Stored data
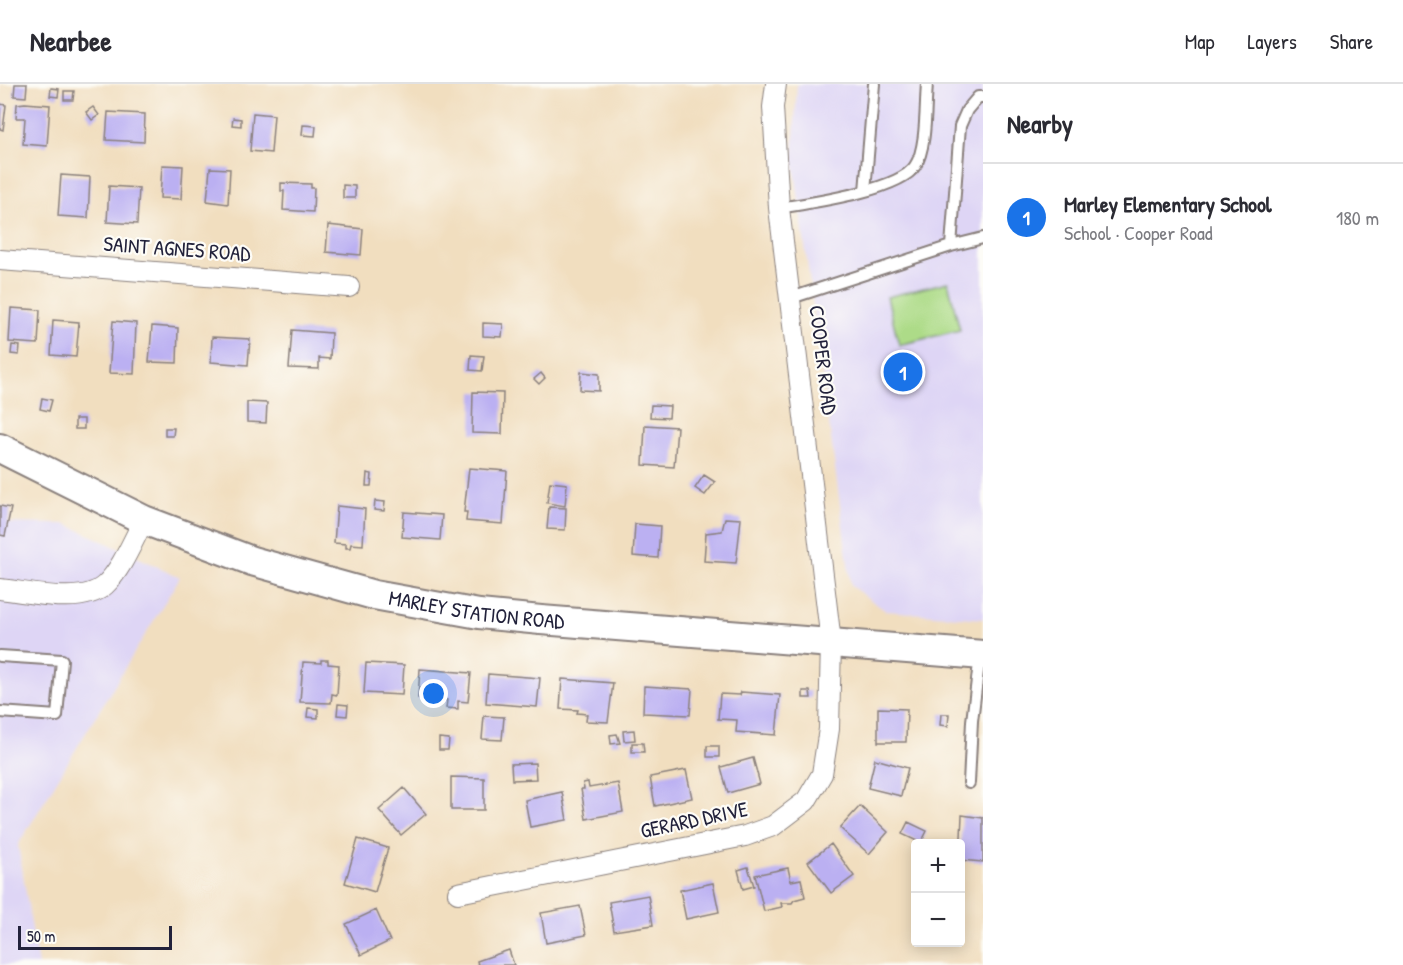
<!DOCTYPE html>
<meta charset="utf-8">
<style>
body{margin:0;font-family:"Patrick Hand",sans-serif;background:#f7f7f7;color:#2b2b33}
.controls{position:absolute;right:18px;bottom:18px;display:grid;overflow:hidden;border-radius:6px;box-shadow:0 3px 15px #0003}
.controls button{width:54px;height:54px;display:grid;place-items:center;padding:0;border:0;border-bottom:2px solid #e1e1e2;background:#fff;color:#2b2b33;font:30px sans-serif}
.scale{position:absolute;left:18px;bottom:15px;width:154px;box-sizing:border-box;padding-left:6px;border:3px solid #22223b;border-top:0;font-size:16px;line-height:21px;white-space:nowrap;color:#22223b;-webkit-text-stroke:4px #fdfcf7;paint-order:stroke}
.you{position:absolute;left:434px;top:610px;width:21px;height:21px;margin:-15px;border:4px solid #fff;border-radius:50%;background:#1a73e8;box-shadow:0 0 0 9px #1a73e833}
.badge{display:grid;place-items:center;width:39px;height:39px;border-radius:50%;background:#1a73e8;color:#fff;font-size:20px;font-weight:700}
.pin{position:absolute;translate:-50% -50%;border:3px solid #fff;box-shadow:0 2px 6px #0006}
.list{margin:0;padding:0;list-style:none}
h2{display:flex;justify-content:space-between;align-items:center;height:78px;margin:0;padding:0 24px;font-size:26px}
h2 small{font-size:20px;font-weight:400;color:#7c7c81}
.list li{display:grid;grid-template-columns:39px 1fr auto;gap:18px;align-items:center;box-sizing:border-box;height:108px;padding:0 24px;border-top:2px solid #e1e1e2}
.list b{display:block;font-size:22px;white-space:nowrap}
.list p{margin:0;font-size:20px;white-space:nowrap;color:#7c7c81}
.list em{font-size:20px;font-style:normal;color:#7c7c81}
.map{position:relative;flex:none;width:983px;height:881px;overflow:hidden}
header{display:flex;align-items:center;gap:36px;box-sizing:border-box;height:84px;padding:0 30px;background:#fff;border-bottom:2px solid #e1e1e2}
header strong{font-size:28px}
nav{display:flex;gap:33px;margin-inline-start:auto;font-size:21px}
main{display:flex}
aside{flex:1;background:#fff}
.map>svg:first-child{display:block}
</style>
<header>
<strong>Nearbee</strong>
<nav><a>Map</a><a>Layers</a><a>Share</a></nav>
</header>
<main>
<div class="map">
<svg width="983" height="881" viewBox="0 0 983 881">
<rect width="100%" height="100%" fill="#fdfcf7"/>
<filter id="ink" filterUnits="userSpaceOnUse"><feTurbulence type="fractalNoise" baseFrequency=".0167" numOctaves="2"/><feDisplacementMap in="SourceGraphic" scale="12" xChannelSelector="R" yChannelSelector="G"/><feConvolveMatrix kernelMatrix="1 2 1 2 8 2 1 2 1" color-interpolation-filters="sRGB"/></filter>
<filter id="wash" filterUnits="userSpaceOnUse"><feTurbulence type="fractalNoise" baseFrequency=".008" numOctaves="4" result="noise"/><feDisplacementMap in="SourceGraphic" scale="24" xChannelSelector="R" yChannelSelector="G"/><feGaussianBlur stdDeviation="1.35" result="paint"/><feColorMatrix in="noise" values="0 0 0 0 0 0 0 0 0 0 0 0 0 0 0 0 0 1.4 0 .05"/><feComposite in="paint" operator="in"/></filter>
<g filter="url(#wash)">
<rect width="100%" height="100%" fill="#f1debf"/>
<!-- built -->
<path fill="#ded5f5" d="M797,0H983V535L886,527L851,502L793,73Z
M0,439L66,440L180,493L18,761L38,881H0Z"/>
<!-- green -->
<path fill="#addb88" stroke="#687e62" stroke-width="1.5" d="M948,198L960,246L899,261L887,213Z"/>
<g id="blocks">
<!-- building -->
<path fill="#bbb0f2" d="M15,0H27L26,13L14,12Z
M51,4L59,5L58,13L50,12Z
M64,7H74L73,16H64Z
M25,19L50,21L47,62L23,60L25,34H16L17,20Z
M0,20L6,21L3,46L0,45Z
M93,23L99,31L92,36L86,28Z
M108,28L145,30L144,58L106,56Z
M253,29L274,31L271,69L250,67Z
M233,34L241,35V42L232,41Z
M303,41L316,42L315,52L302,51Z
M162,81L183,82L181,115L160,114Z
M210,84L230,85L228,120L207,117Z
M61,91L90,93L88,134L58,132Z
M281,99L311,100V104H314L313,128L283,126L284,107H281Z
M343,101L355,102V114H343Z
M109,102L139,104L137,140L107,138Z
M328,141L363,145L361,171L326,168Z
M11,224L40,226L38,260L9,258Z
M53,236L79,238L76,273L51,271Z
M113,237L136,239L134,290L109,289Z
M483,239L503,240L502,253L483,252Z
M152,242L178,244L177,279L149,278Z
M292,246L331,249L330,275L319,274V285L289,284Z
M212,253L250,255L248,281L211,278Z
M12,261L20,262L19,271L11,270Z
M471,271L484,272L482,287L470,286Z
M581,288L599,290V307L580,306Z
M541,289L545,294L539,300L534,295Z
M473,308L503,309L502,350L472,349Z
M42,314L52,316L49,327L40,325Z
M247,318L267,319L266,339L247,338Z
M651,321L670,322L669,334L650,333Z
M75,335H84V345H75Z
M645,341L677,343L674,383L643,381Z
M165,344H174L173,352H165Z
M469,384L507,387L503,440L466,437L467,428H464Z
M367,389L372,390L371,402H366Z
M704,391L715,398L705,411L695,404Z
M550,398L567,400L565,422L547,419Z
M375,417L385,418L384,427L374,426Z
M0,422L11,424L5,452L0,451Z
M337,422L365,425L363,461L351,460L350,464H346V460L334,459Z
M549,423L566,424L565,446L547,445Z
M404,428L442,431L440,456L402,453Z
M725,434L741,435L736,479L704,477L706,449L722,447Z
M635,440L660,442L658,474L633,472Z
M321,576H328V580L339,581L337,611L332,610L331,619L300,618L303,578L321,579Z
M366,579L404,581L402,611L364,609Z
M420,585L471,589L468,618L458,617V625L446,624L447,616L418,614Z
M488,590L540,594L537,623L486,619Z
M562,595L613,599L608,638L586,637L587,630L577,629L578,626L560,625Z
M644,602L692,605L690,631L643,629Z
M803,607H810L811,614H803Z
M741,608L780,611L776,651L736,648L737,636L718,635L720,610L740,611Z
M338,620L348,621L347,632L337,631Z
M308,624L318,625V634L307,633Z
M878,624L907,625L906,658H878Z
M941,630H949L948,642L940,641Z
M484,632L504,633L502,656L482,655Z
M634,646L635,656L624,657L623,647Z
M617,650L620,659L611,660L610,651Z
M439,654L449,655L448,666H439Z
M632,659H643L644,668H632Z
M707,662H719V673H707Z
M753,674L760,700L728,709L721,683Z
M875,675L908,684L901,712L868,704Z
M535,679L536,695L512,696L511,680Z
M686,686L692,714L655,722L650,693Z
M451,693L484,694V726H451Z
M588,698L589,704L618,699L623,728L586,735L581,705H584L583,699Z
M404,704L426,730L401,751L379,726Z
M562,708L567,736L530,743L525,716Z
M860,722L888,748L869,770L840,744Z
M962,731L983,734V778L960,776Z
M908,738L927,747L921,759L902,750Z
M358,755L388,764L375,808L345,799Z
M831,760L854,792L831,809L808,778Z
M748,783L754,802L743,805L738,786Z
M788,784L791,797L801,795L805,813L794,816L792,819H781L782,823L764,827L755,791Z
M713,799L719,828L686,835L680,806Z
M648,811L653,841L614,847L609,818Z
M580,822L586,851L546,859L541,829Z
M376,826L390,857L361,871L346,840Z
M509,866L514,881H478L477,877Z"/>
</g>
</g>
<g filter="url(#ink)">
<use href="#blocks" fill-opacity="0" stroke="#8a807d" stroke-width="1.5"/>
<g fill="none" stroke-linecap="round" stroke-linejoin="round">
<defs>
<path id="service" d="M865,107L874,0
M779,124C808,119 899,107 915,82C927,64 925,22 927,0
M951,162L960,42L967,26L978,13H983
M791,214L951,162L983,154
M0,572L62,576L57,632L0,628
M969,699L972,637L980,571"/>
<path id="minor" d="M0,176L349,203
M0,505C30,508 82,522 105,501C122,485 133,456 144,436
M458,809L745,752L773,742L806,717L822,690L829,645L831,558L779,124L773,23L776,0"/>
<g id="secondary">
<path id="s1" d="M0,364L144,436L252,477L374,511L479,530L541,536L983,571"/>
</g>
</defs>
<!-- service casing -->
<use href="#service" stroke="#8a807d" stroke-width="14"/>
<!-- minor casing -->
<use href="#minor" stroke="#8a807d" stroke-width="22"/>
<!-- secondary casing -->
<use href="#secondary" stroke="#8a807d" stroke-width="32"/>
<!-- service -->
<use href="#service" stroke="#fff" stroke-width="10"/>
<!-- minor -->
<use href="#minor" stroke="#fff" stroke-width="20"/>
<!-- secondary -->
<use href="#secondary" stroke="#fff" stroke-width="28"/>
</g>
</g>
<g text-anchor="middle" stroke-width="4.5" stroke-linejoin="round" paint-order="stroke">
<!-- street labels -->
<g font-size="21" fill="#22223b" stroke="#fdfcf7">
<text transform="translate(177 165) rotate(4)" y="7">SAINT AGNES ROAD</text>
<text transform="translate(823 276) rotate(83)" y="7">COOPER ROAD</text>
<text dy="7" stroke="none"><textPath href="#s1" startOffset="507">MARLEY STATION ROAD</textPath></text>
<text transform="translate(694 736) rotate(-12)" y="7">GERARD DRIVE</text>
</g>
</g>
</svg>
<div class="controls">
<button>+</button>
<button>−</button>
</div>
<div class="scale">50 m</div>
<div class="you"></div>
<div class="pin badge" style="left:903px;top:288px">1</div>
</div>
<aside>
<h2>Nearby<small></small></h2>
<ul class="list">
<li><span class="badge">1</span><div><b>Marley Elementary School</b><p>School · Cooper Road</p></div><em>180 m</em></li>
</ul>
</aside>
</main>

> **About this exercise**
How many lines of the records contain the string "absolute"? Respond with the number alone.

> **Answer to the exercise**
4